● Task objective: Using the records below, copy every line that holds the string "Answer".

● Dataset:
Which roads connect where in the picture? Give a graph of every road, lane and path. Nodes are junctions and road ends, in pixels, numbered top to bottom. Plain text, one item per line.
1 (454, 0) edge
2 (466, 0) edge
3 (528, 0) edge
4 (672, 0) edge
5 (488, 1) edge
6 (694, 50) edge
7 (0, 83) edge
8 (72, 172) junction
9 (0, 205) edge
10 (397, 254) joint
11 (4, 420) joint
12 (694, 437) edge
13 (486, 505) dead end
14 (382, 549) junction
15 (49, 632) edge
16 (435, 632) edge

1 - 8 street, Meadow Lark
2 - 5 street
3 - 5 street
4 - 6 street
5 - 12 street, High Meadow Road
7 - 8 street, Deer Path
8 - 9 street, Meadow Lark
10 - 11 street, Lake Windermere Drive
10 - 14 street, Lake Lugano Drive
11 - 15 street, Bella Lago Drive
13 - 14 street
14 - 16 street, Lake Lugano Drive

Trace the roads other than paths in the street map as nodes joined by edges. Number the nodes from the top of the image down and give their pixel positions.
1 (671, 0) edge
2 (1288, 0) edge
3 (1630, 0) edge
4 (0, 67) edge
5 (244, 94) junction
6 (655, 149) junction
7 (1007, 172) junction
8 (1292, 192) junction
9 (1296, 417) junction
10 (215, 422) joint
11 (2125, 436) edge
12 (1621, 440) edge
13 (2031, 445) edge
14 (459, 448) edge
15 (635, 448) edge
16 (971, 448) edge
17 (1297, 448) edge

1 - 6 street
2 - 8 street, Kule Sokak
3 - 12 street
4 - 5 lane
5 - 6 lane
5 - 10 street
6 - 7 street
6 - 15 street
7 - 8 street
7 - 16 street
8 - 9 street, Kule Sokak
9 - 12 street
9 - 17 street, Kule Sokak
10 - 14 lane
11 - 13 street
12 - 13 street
* * *
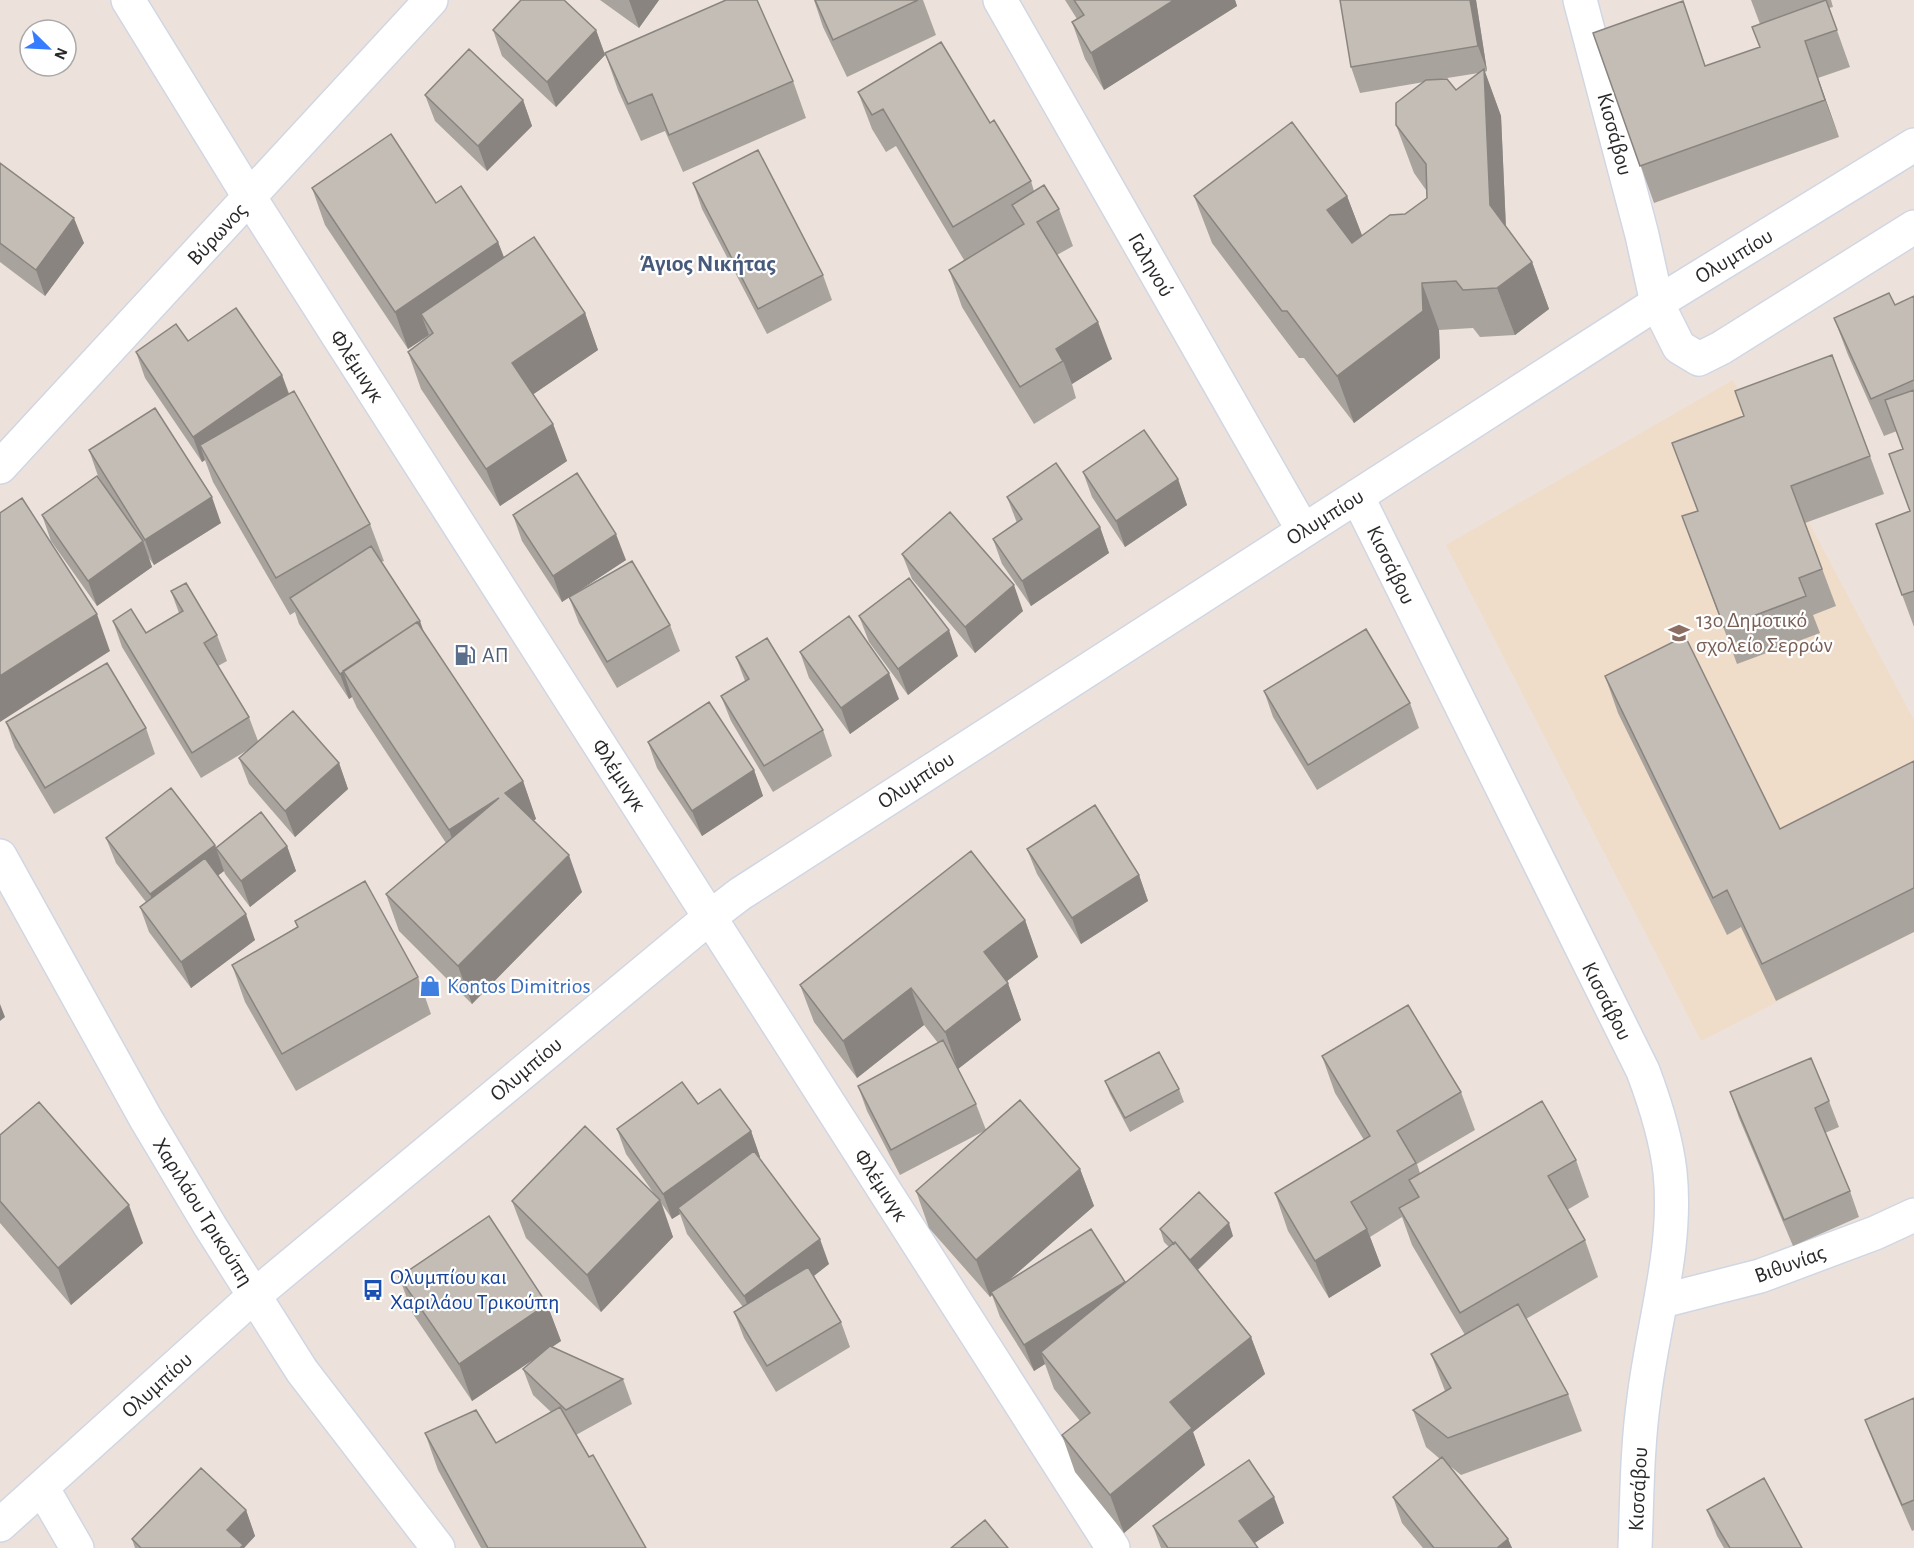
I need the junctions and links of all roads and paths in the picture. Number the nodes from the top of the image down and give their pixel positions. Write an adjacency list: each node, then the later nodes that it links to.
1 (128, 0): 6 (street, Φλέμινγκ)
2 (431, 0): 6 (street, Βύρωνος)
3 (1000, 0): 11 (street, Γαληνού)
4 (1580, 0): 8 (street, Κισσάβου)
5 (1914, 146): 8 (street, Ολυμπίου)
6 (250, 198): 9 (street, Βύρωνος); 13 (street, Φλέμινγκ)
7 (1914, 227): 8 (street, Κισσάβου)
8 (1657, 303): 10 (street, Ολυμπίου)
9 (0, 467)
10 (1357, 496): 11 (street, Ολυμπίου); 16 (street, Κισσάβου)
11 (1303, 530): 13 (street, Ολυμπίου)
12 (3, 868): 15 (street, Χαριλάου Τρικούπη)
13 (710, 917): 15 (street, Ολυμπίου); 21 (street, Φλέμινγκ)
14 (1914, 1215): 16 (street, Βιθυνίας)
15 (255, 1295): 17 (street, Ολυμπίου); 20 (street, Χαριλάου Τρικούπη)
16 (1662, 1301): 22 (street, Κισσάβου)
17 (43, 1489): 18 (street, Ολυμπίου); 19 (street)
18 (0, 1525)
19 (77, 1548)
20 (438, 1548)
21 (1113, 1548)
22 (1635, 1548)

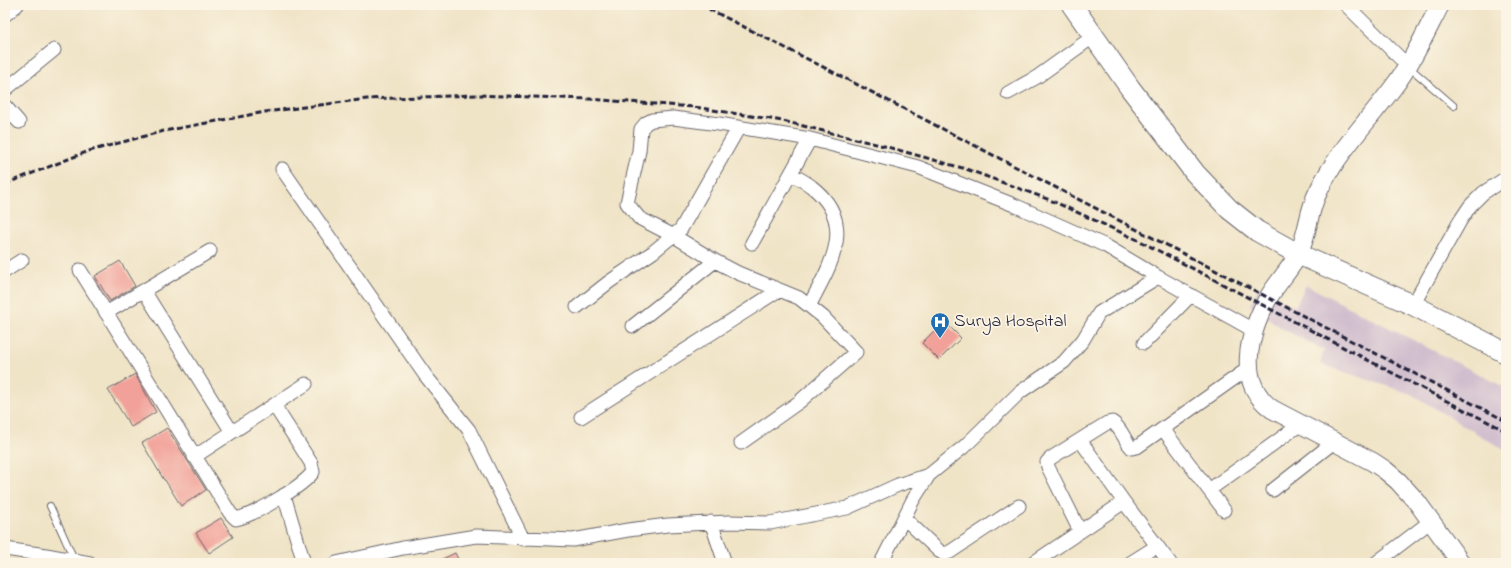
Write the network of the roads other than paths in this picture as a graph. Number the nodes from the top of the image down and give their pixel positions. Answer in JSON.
* * *
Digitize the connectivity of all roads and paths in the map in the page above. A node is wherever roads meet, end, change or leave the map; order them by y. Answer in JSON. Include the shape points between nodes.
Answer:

● Task result:
Write the network of the roads other than paths in this picture as a graph. Number the nodes from the top of the image down and give their pixel positions. Answer in JSON.
Digitize the connectivity of all roads and paths in the map in the page above. A node is wherever roads meet, end, change or leave the map; order them by y. Answer in JSON. Include the shape points between nodes.
Answer:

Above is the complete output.